Poor Wi-Fi Management Can Cost Mobile Operators $18bn

Poor WiFi management

XCellAir has released the research study that reveals that operators could fail to capture up to $18bn of opportunity cost if they continue to poorly manage unregulated spectrum. The study, conducted in partnership with independent telecoms analyst Real Wireless, shows that poor management of Wi-Fi assets severely limits usefulness in dense urban environments where many access points are deployed to serve large numbers of users and large volumes of data. Interference between these access points, and minimal spectrum management, means that the user experience is often sub-optimal.

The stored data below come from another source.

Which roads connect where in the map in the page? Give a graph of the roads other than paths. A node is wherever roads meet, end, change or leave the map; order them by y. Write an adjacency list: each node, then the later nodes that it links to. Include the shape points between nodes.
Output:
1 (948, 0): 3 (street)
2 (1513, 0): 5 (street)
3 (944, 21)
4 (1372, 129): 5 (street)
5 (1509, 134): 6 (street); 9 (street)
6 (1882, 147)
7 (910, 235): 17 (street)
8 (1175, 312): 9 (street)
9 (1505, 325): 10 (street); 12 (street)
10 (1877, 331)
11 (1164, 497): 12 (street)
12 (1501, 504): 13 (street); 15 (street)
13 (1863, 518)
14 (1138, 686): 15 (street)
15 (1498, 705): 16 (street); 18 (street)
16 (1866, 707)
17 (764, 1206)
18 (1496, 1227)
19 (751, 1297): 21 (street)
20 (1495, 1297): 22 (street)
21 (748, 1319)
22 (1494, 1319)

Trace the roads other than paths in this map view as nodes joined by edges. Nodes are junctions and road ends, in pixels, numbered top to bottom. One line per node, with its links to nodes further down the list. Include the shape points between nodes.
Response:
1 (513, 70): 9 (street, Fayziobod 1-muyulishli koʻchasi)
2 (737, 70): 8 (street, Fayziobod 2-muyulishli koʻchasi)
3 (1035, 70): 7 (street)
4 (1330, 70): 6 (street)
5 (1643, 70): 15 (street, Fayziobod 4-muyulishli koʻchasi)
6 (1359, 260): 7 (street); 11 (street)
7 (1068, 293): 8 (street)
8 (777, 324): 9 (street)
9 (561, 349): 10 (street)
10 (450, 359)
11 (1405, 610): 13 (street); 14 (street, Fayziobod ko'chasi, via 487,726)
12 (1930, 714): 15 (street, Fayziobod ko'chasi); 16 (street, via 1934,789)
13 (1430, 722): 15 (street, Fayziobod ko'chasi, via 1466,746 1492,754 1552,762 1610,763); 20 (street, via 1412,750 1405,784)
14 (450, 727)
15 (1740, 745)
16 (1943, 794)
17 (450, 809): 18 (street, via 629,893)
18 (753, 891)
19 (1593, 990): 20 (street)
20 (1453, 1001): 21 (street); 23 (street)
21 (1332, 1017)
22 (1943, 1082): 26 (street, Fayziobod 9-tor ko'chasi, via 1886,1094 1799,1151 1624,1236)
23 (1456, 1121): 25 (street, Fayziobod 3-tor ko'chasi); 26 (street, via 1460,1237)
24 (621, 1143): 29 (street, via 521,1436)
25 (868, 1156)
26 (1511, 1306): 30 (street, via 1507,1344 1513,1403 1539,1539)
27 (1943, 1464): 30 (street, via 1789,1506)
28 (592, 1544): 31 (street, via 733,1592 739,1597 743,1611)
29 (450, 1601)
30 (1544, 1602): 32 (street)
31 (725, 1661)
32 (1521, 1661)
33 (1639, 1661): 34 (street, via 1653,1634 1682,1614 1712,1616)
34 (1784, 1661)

XCellAir conducted an analysis of 250 live Wi-Fi access points around its offices in Montreal, Canada, modelling common urban scenarios in which public Wi-Fi is in everyday use. The analysis revealed the extent to which Wi-Fi is underused and inefficient. It revealed that 92% of access points do not adjust their operating frequency, no matter how badly performance is degraded by interference. It also found that on average, two channels worth of bandwidth is unused at any given time, despite congestion and interference. Each channel equates to 50 MBps of idle bandwidth totalling 100 MBps unused. In practical terms, this is enough latent capacity to concurrently stream 25 HD videos, or more than 3000 HD voice calls.

Given these inefficiencies and the potential for improvement, Real Wireless developed a cost model of an operator that ignored these issues, and compared that model against one that could effectively manage interference and spectrum utilisation across an operator’s Wi-Fi assets. Such an operator would use automatic, intelligent and scalable interference and radio resource management and fault avoidance techniques to maximise the efficiency of its Wi-Fi network.

Choosing New York City to represent an urban area for a five-year model, analysis showed that for an operator with an assumed 25% market share, the net present contribution of operational savings and new service revenues amounted to $374 million over five years. This was made up of cost savings, which amounted to $71 million (these largely arise from reductions in the total cost of core network transport due to the greater offload that better Wi-Fi management can facilitate) and new services, which contributed $303 million, as a result of using offload to mitigate capacity constraint, maintain QoE and bring down the incremental cost of capacity. The reduction in capacity costs means savings can be passed on to attract price sensitive users.

When scaled to the top ten financial centres across the globe, the opportunity for all operators equates to $17.9bn over five years. Cities considered include New York, London, Tokyo, Singapore, Hong Kong, Shanghai, Paris, Frankfurt, Beijing and Chicago.

Operators looking to launch carrier Wi-Fi as a way to monetise new and existing customers, and introduce new ‘quad-play’ services, face significant challenges in giving customers the quality of service expected. These challenges are quite different to those of a licenced cellular network – standards for spectrum, interference and radio resource management for cellular networks are carefully defined, and these networks are designed and optimised by operators to allow multiple technologies and cell types to coexist. Wi-Fi spectrum is, in contrast, a ‘wild west’ accessible to all, with very little provision for management within standards, often resulting in poor service.

XCellAir ensures that operators can offload data to Wi-Fi without affecting the customer experience. It does this by unlocking unused unlicensed spectrum capacity, and tracking and fixing access point-level issues before these affect the quality of service.